Saved data entries>
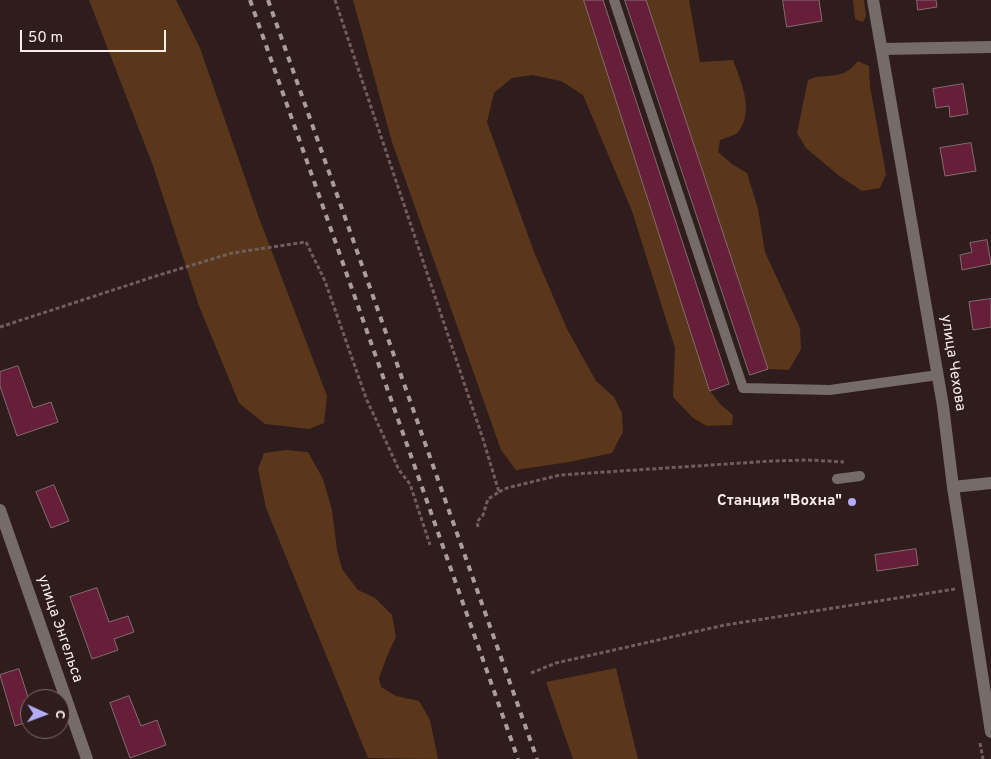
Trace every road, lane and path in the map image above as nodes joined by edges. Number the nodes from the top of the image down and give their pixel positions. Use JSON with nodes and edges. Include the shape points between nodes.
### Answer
{"nodes":[{"id":1,"x":335,"y":0,"type":"edge"},
{"id":2,"x":614,"y":0,"type":"edge"},
{"id":3,"x":873,"y":0,"type":"edge"},
{"id":4,"x":991,"y":47,"type":"edge"},
{"id":5,"x":882,"y":49,"type":"junction"},
{"id":6,"x":0,"y":327,"type":"edge"},
{"id":7,"x":938,"y":375,"type":"junction"},
{"id":8,"x":856,"y":477,"type":"joint"},
{"id":9,"x":837,"y":479,"type":"dead end"},
{"id":10,"x":991,"y":483,"type":"edge"},
{"id":11,"x":953,"y":487,"type":"junction"},
{"id":12,"x":499,"y":492,"type":"junction"},
{"id":13,"x":0,"y":510,"type":"edge"},
{"id":14,"x":478,"y":527,"type":"dead end"},
{"id":15,"x":430,"y":546,"type":"dead end"},
{"id":16,"x":955,"y":588,"type":"dead end"},
{"id":17,"x":531,"y":673,"type":"dead end"},
{"id":18,"x":991,"y":732,"type":"edge"},
{"id":19,"x":87,"y":759,"type":"edge"}],
"edges":[{"from":1,"to":12,"type":"path"},
{"from":2,"to":7,"type":"lane","via":[[743,388],[830,390]]},
{"from":3,"to":5,"type":"street","name":"улица Чехова"},
{"from":4,"to":5,"type":"street"},
{"from":5,"to":7,"type":"street","name":"улица Чехова"},
{"from":6,"to":15,"type":"path","via":[[232,253],[306,242],[325,281],[366,398],[399,470],[410,484]]},
{"from":7,"to":11,"type":"street","name":"улица Чехова"},
{"from":8,"to":9,"type":"lane"},
{"from":8,"to":12,"type":"path","via":[[844,462],[772,461],[560,475]]},
{"from":10,"to":11,"type":"street"},
{"from":11,"to":18,"type":"street","name":"улица Чехова"},
{"from":12,"to":14,"type":"path","via":[[488,499],[483,516],[477,522]]},
{"from":13,"to":19,"type":"street","name":"улица Энгельса"},
{"from":16,"to":17,"type":"path","via":[[725,625],[556,663]]}]}
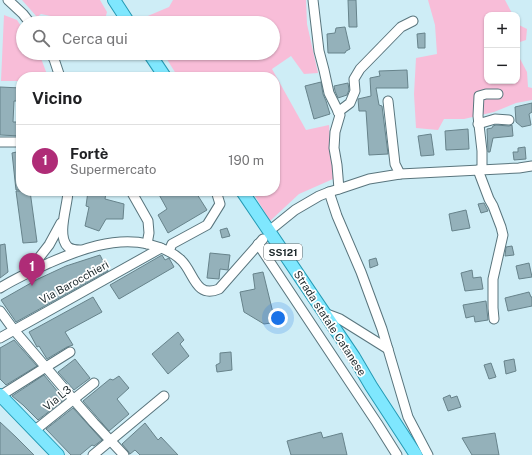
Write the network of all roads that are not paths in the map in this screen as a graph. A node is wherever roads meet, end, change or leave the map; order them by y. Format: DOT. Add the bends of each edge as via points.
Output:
graph roads {
  1 [pos="3,0"];
  2 [pos="8,0"];
  3 [pos="114,0"];
  4 [pos="313,0"];
  5 [pos="0,4"];
  6 [pos="25,16"];
  7 [pos="124,16"];
  8 [pos="413,21"];
  9 [pos="54,60"];
  10 [pos="154,60"];
  11 [pos="58,72"];
  12 [pos="162,72"];
  13 [pos="498,94"];
  14 [pos="388,102"];
  15 [pos="338,112"];
  16 [pos="509,120"];
  17 [pos="478,124"];
  18 [pos="0,142"];
  19 [pos="16,142"];
  20 [pos="532,166"];
  21 [pos="480,170"];
  22 [pos="400,174"];
  23 [pos="339,189"];
  24 [pos="329,192"];
  25 [pos="68,196"];
  26 [pos="134,196"];
  27 [pos="218,196"];
  28 [pos="245,196"];
  29 [pos="64,219"];
  30 [pos="274,227"];
  31 [pos="53,238"];
  32 [pos="65,242"];
  33 [pos="147,244"];
  34 [pos="165,249"];
  35 [pos="80,250"];
  36 [pos="61,258"];
  37 [pos="26,273"];
  38 [pos="1,286"];
  39 [pos="0,311"];
  40 [pos="324,313"];
  41 [pos="494,319"];
  42 [pos="14,330"];
  43 [pos="0,338"];
  44 [pos="388,349"];
  45 [pos="70,352"];
  46 [pos="46,367"];
  47 [pos="94,383"];
  48 [pos="0,396"];
  49 [pos="164,396"];
  50 [pos="73,399"];
  51 [pos="389,414"];
  52 [pos="376,423"];
  53 [pos="34,431"];
  54 [pos="111,440"];
  55 [pos="58,455"];
  56 [pos="93,455"];
  57 [pos="124,455"];
  58 [pos="397,455"];
  59 [pos="416,455"];
  60 [pos="428,455"];
  1 -- 5 [label="street"];
  2 -- 6 [label="street"];
  3 -- 7 [label="main road"];
  4 -- 15 [label="street" via="319,51 329,93"];
  8 -- 15 [label="street" via="401,27 360,70 354,79 355,91 350,103"];
  9 -- 11 [label="street"];
  10 -- 12 [label="main road"];
  13 -- 17 [label="street" via="479,96"];
  14 -- 22 [label="street" via="395,164"];
  15 -- 23 [label="street" via="340,115 334,148"];
  16 -- 17 [label="street" via="495,119"];
  17 -- 21 [label="street" via="482,151"];
  18 -- 19 [label="street"];
  20 -- 21 [label="street"];
  21 -- 22 [label="street"];
  21 -- 41 [label="street" via="503,235 493,279"];
  22 -- 23 [label="street" via="369,179"];
  23 -- 24 [label="street"];
  24 -- 30 [label="street" via="295,210"];
  24 -- 44 [label="street"];
  25 -- 29 [label="street"];
  26 -- 33 [label="street" via="148,221"];
  27 -- 34 [label="street, Via Barocchieri" via="220,204 207,224"];
  28 -- 40 [label="main road, Strada statale Catanese / SS121"];
  29 -- 31 [label="street"];
  29 -- 32 [label="street"];
  31 -- 32 [label="street"];
  31 -- 37 [label="street"];
  32 -- 35 [label="street" via="72,249"];
  32 -- 36 [label="street"];
  33 -- 34 [label="street"];
  33 -- 35 [label="street" via="116,242"];
  34 -- 42 [label="street, Via Barocchieri"];
  34 -- 52 [label="street" via="181,260 201,289 212,292 219,289 260,242"];
  35 -- 36 [label="street"];
  36 -- 37 [label="street"];
  37 -- 38 [label="street"];
  39 -- 42 [label="street"];
  40 -- 44 [label="street"];
  40 -- 51 [label="main road, Strada statale Catanese / SS121"];
  42 -- 43 [label="street, Via Barocchieri"];
  42 -- 46 [label="street"];
  44 -- 60 [label="street" via="408,418"];
  45 -- 46 [label="street"];
  46 -- 48 [label="street"];
  46 -- 50 [label="street"];
  47 -- 50 [label="street, Via L3"];
  48 -- 53 [label="main road"];
  49 -- 54 [label="street"];
  50 -- 53 [label="street, Via L3"];
  50 -- 54 [label="street"];
  51 -- 52 [label="street"];
  51 -- 59 [label="main road, Strada statale Catanese / SS121"];
  52 -- 58 [label="street"];
  53 -- 55 [label="main road"];
  54 -- 56 [label="street"];
  54 -- 57 [label="street"];
}
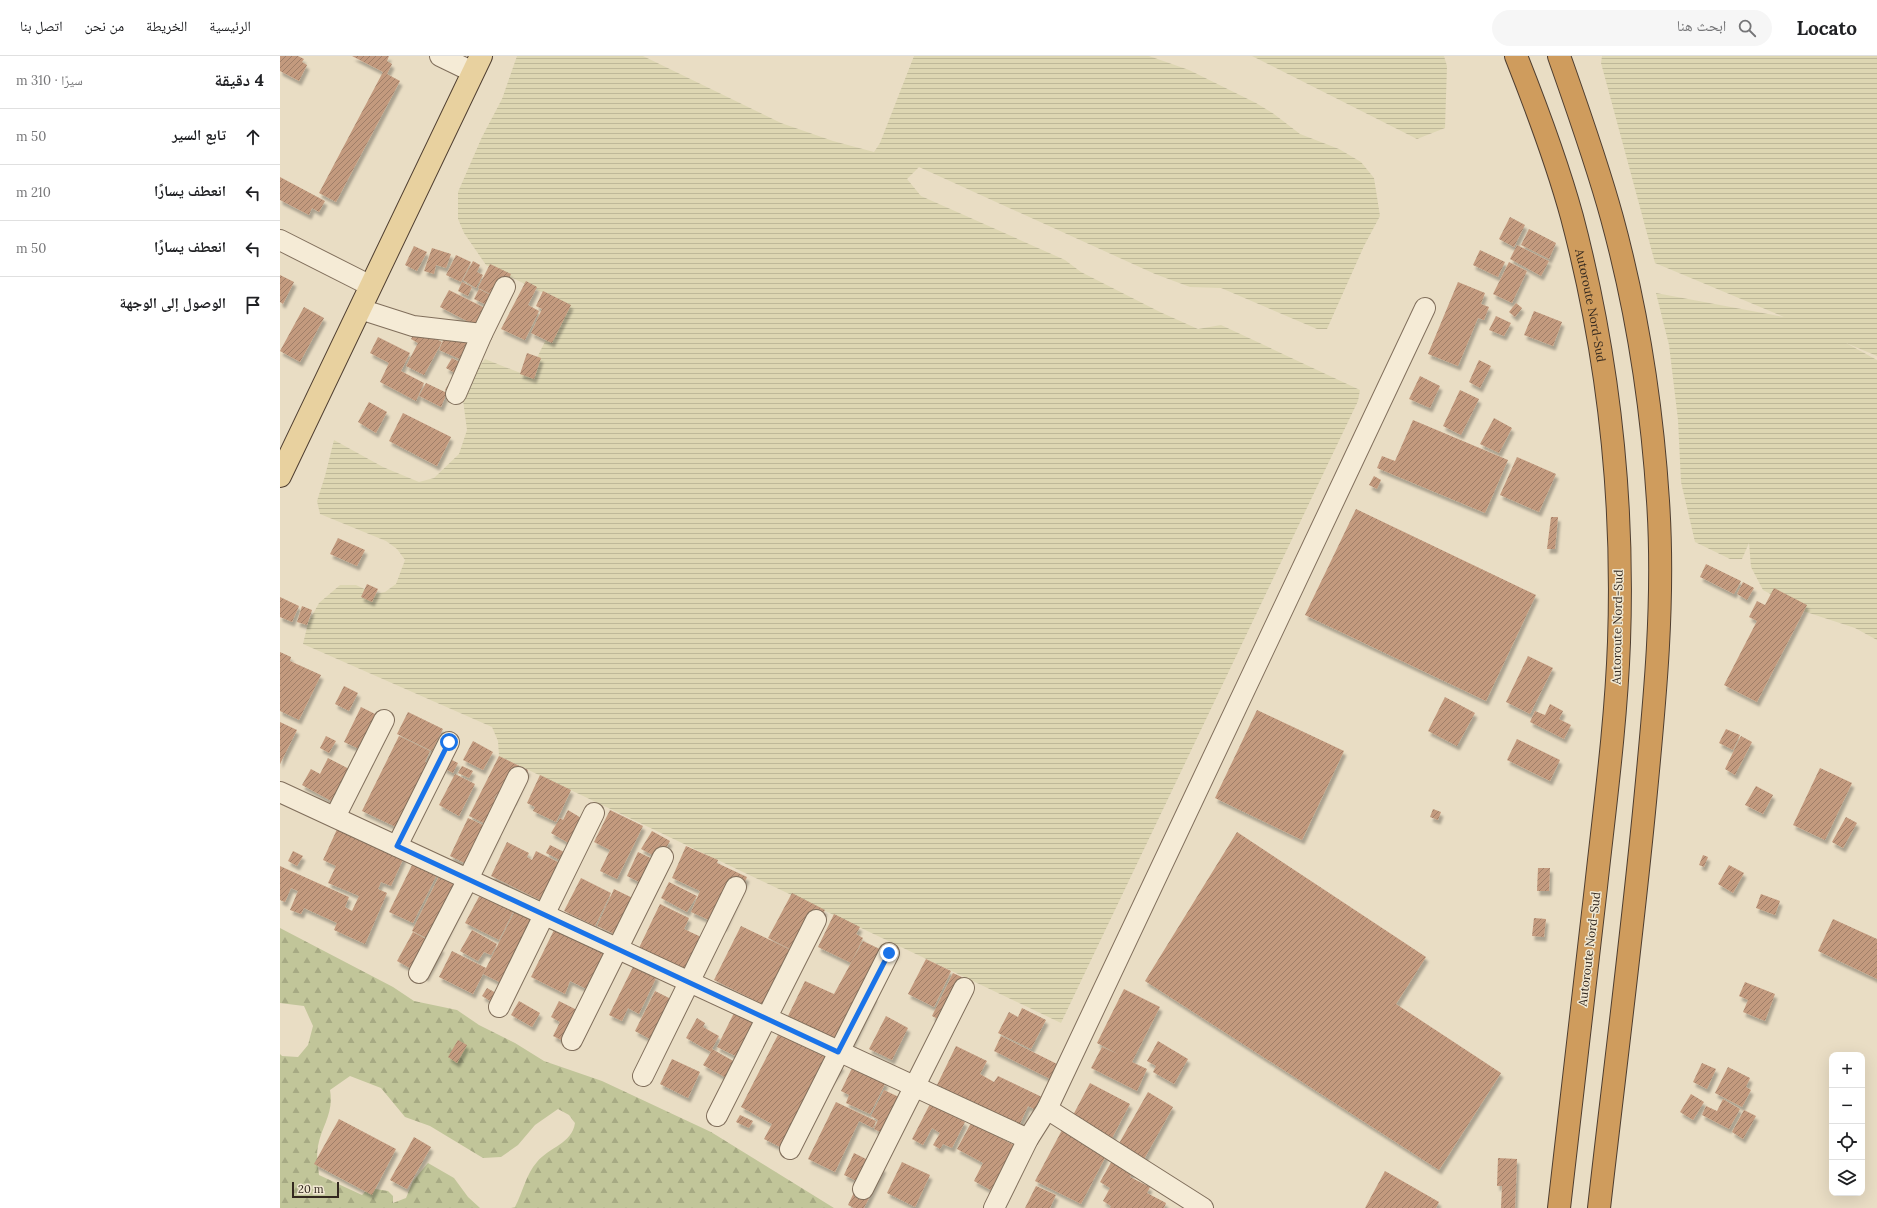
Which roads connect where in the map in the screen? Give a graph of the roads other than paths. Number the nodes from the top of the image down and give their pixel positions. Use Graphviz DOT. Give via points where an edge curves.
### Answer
graph roads {
  1 [pos="440,56"];
  2 [pos="1516,56"];
  3 [pos="1560,56"];
  4 [pos="478,64"];
  5 [pos="280,240"];
  6 [pos="371,286"];
  7 [pos="505,287"];
  8 [pos="360,308"];
  9 [pos="1426,308"];
  10 [pos="482,334"];
  11 [pos="456,394"];
  12 [pos="280,476"];
  13 [pos="384,720"];
  14 [pos="449,742"];
  15 [pos="518,777"];
  16 [pos="280,792"];
  17 [pos="594,814"];
  18 [pos="335,817"];
  19 [pos="397,846"];
  20 [pos="663,857"];
  21 [pos="468,879"];
  22 [pos="736,887"];
  23 [pos="544,914"];
  24 [pos="816,920"];
  25 [pos="618,949"];
  26 [pos="889,953"];
  27 [pos="419,973"];
  28 [pos="689,982"];
  29 [pos="964,988"];
  30 [pos="499,1007"];
  31 [pos="766,1018"];
  32 [pos="572,1040"];
  33 [pos="838,1052"];
  34 [pos="643,1076"];
  35 [pos="914,1087"];
  36 [pos="1047,1110"];
  37 [pos="717,1116"];
  38 [pos="1028,1139"];
  39 [pos="790,1148"];
  40 [pos="863,1189"];
  41 [pos="994,1208"];
  42 [pos="1203,1208"];
  43 [pos="1558,1208"];
  44 [pos="1599,1208"];
  1 -- 4 [label="street"];
  2 -- 43 [label="highway, Autoroute Nord-Sud" via="1540,115 1571,215 1593,308 1609,414 1618,526 1619,639 1615,725"];
  3 -- 44 [label="highway" via="1612,219 1633,310 1649,411 1658,510 1661,598 1652,739"];
  4 -- 6 [label="main road"];
  5 -- 6 [label="street"];
  6 -- 8 [label="main road"];
  7 -- 10 [label="street"];
  8 -- 10 [label="street" via="413,326"];
  8 -- 12 [label="main road"];
  9 -- 36 [label="street"];
  10 -- 11 [label="street"];
  13 -- 18 [label="street"];
  14 -- 19 [label="street"];
  15 -- 21 [label="street"];
  16 -- 18 [label="street"];
  17 -- 23 [label="street"];
  18 -- 19 [label="street"];
  19 -- 21 [label="street"];
  20 -- 25 [label="street"];
  21 -- 23 [label="street"];
  21 -- 27 [label="street"];
  22 -- 28 [label="street"];
  23 -- 25 [label="street"];
  23 -- 30 [label="street"];
  24 -- 31 [label="street"];
  25 -- 28 [label="street"];
  25 -- 32 [label="street"];
  26 -- 33 [label="street"];
  28 -- 31 [label="street"];
  28 -- 34 [label="street"];
  29 -- 35 [label="street"];
  31 -- 33 [label="street"];
  31 -- 37 [label="street"];
  33 -- 35 [label="street"];
  33 -- 39 [label="street"];
  35 -- 38 [label="street"];
  35 -- 40 [label="street"];
  36 -- 38 [label="street"];
  36 -- 42 [label="street"];
  38 -- 41 [label="street"];
}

EXERCISE INSTRUCTIONS> Find "down" in the preceding records. Copy each line that holds it.

SOLUTION TO THE PROBLEM>
Trace every road, lane and path in the map image above as nodes joined by edges. Number the nodes from the top of the image down and give their pixel positions. Use JSON with nodes and edges. Include the shape points between nodes.
Which roads connect where in the map in the screen? Give a graph of the roads other than paths. Number the nodes from the top of the image down and give their pixel positions. Use Graphviz DOT. Give via points where an edge curves.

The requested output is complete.